** What is expected **
Report how many lines in the records below hold "roads", with no other output.
===== Entries provided
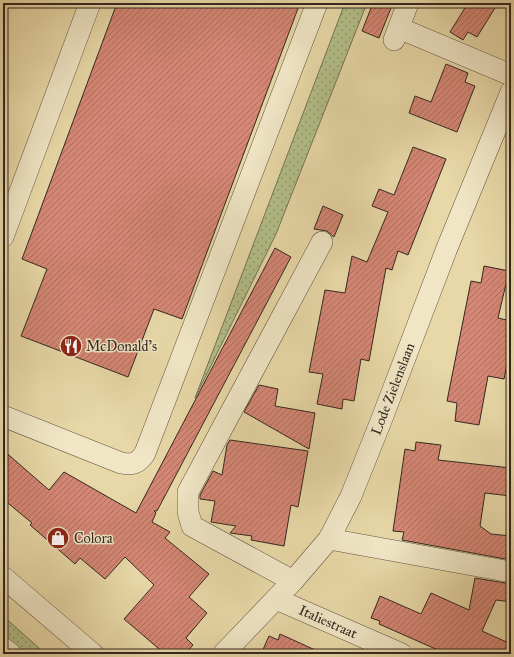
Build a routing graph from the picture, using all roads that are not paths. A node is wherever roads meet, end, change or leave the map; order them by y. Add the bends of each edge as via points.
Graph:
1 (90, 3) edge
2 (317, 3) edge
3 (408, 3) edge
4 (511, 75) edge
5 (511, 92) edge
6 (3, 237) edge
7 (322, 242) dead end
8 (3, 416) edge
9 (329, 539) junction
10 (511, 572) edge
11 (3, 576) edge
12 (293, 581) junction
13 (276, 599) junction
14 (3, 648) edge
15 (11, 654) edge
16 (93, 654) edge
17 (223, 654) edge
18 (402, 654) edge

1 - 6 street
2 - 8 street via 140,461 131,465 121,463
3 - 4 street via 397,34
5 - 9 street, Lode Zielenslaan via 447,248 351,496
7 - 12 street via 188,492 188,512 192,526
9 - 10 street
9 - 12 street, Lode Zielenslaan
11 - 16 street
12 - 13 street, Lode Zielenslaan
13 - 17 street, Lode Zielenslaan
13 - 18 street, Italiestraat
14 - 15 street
==========
===== Entries provided
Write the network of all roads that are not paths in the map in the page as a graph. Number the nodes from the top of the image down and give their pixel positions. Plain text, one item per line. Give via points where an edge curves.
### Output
==========
** Finished exercise **
2